● **PROBLEM**
Of all the lines in the entries below, give again exactly those starting at the line containing "index tip: (254, 85)" and ending at the line containing "ring dip: (188, 107)", both ends included, and no others.

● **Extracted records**
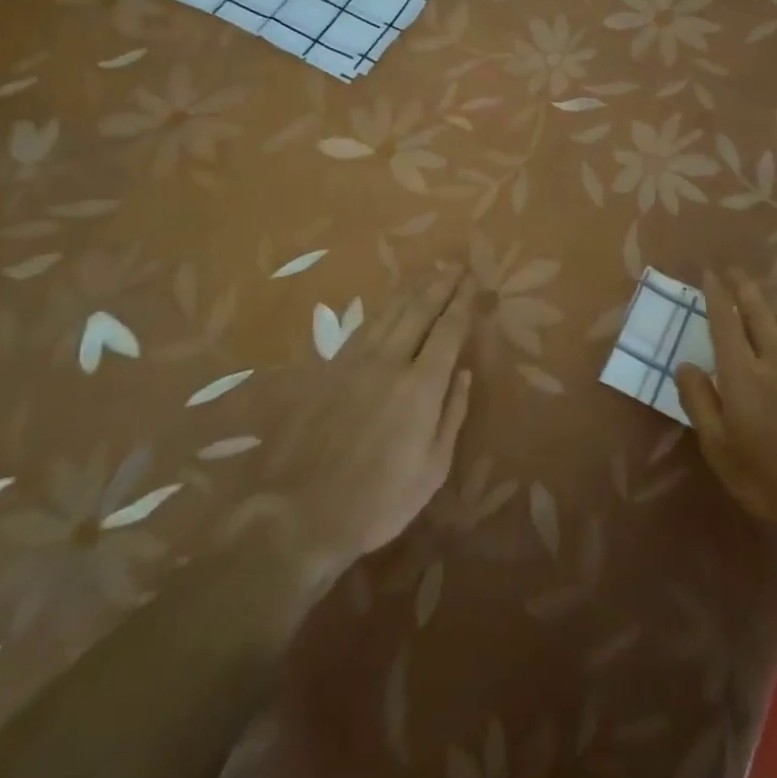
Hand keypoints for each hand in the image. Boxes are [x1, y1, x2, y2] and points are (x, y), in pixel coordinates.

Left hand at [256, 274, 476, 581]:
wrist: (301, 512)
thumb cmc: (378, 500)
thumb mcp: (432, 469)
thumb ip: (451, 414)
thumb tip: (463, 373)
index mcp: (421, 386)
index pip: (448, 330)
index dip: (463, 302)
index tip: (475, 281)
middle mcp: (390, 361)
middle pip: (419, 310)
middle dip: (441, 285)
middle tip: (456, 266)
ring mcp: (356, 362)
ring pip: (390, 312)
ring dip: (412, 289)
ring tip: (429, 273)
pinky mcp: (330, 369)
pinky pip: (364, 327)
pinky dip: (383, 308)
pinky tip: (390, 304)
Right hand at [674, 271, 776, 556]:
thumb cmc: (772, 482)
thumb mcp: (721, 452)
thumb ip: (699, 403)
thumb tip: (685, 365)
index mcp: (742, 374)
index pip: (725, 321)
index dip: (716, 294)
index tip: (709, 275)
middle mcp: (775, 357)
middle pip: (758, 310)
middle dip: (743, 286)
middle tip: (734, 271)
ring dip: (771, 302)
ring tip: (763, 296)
==
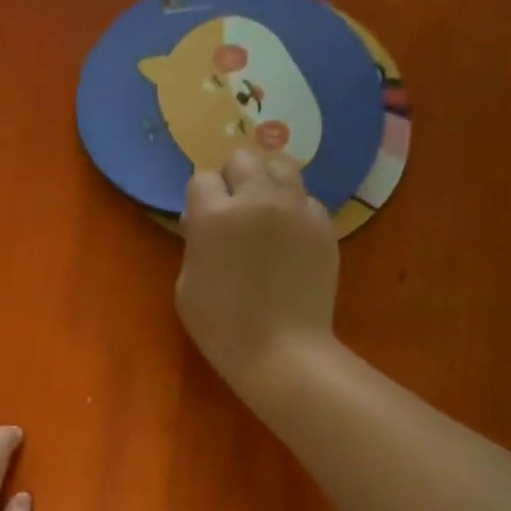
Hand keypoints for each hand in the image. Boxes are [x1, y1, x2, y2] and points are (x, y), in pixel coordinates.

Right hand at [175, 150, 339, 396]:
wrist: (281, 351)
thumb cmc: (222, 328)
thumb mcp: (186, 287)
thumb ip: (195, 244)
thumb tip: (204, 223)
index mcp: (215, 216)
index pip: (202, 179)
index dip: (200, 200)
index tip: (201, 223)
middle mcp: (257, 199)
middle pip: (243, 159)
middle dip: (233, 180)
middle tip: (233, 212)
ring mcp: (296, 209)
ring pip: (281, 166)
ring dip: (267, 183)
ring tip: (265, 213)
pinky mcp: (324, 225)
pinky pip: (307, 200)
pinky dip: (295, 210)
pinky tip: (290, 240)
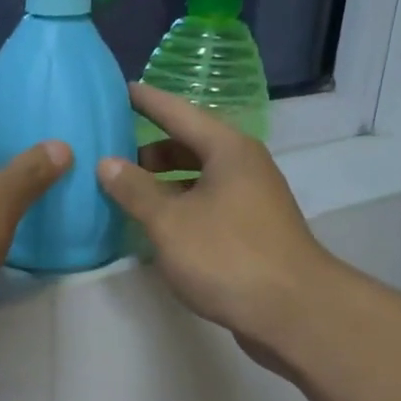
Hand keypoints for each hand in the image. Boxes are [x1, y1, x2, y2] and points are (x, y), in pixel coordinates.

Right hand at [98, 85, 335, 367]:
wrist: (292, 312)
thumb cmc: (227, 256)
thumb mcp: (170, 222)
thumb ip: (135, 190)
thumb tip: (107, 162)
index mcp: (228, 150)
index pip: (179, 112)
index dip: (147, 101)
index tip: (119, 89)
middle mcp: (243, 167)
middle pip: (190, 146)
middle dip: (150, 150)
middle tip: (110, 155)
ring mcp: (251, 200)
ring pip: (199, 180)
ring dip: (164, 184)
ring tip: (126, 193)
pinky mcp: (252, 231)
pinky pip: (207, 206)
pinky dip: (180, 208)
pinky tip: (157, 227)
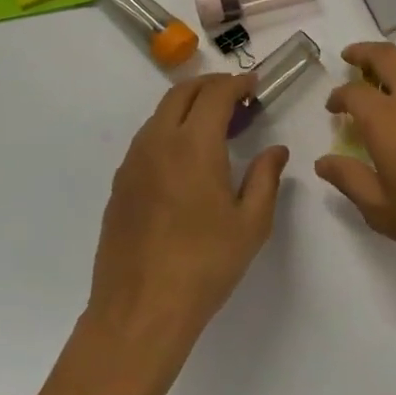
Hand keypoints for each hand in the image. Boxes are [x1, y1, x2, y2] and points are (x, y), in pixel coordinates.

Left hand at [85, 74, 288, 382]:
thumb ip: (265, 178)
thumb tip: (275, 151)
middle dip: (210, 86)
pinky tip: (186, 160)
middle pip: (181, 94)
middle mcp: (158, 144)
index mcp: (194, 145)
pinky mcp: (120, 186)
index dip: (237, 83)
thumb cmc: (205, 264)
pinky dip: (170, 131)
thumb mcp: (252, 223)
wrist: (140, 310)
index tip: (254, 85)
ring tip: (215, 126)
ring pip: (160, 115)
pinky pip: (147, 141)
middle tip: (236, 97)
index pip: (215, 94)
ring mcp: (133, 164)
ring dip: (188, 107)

● **YOUR RESPONSE**
index tip: (254, 85)
ring tip: (215, 126)
ring pip: (160, 115)
pinky pip: (147, 141)
middle tip: (236, 97)
index pip: (215, 94)
ring mcp: (133, 164)
ring dip: (188, 107)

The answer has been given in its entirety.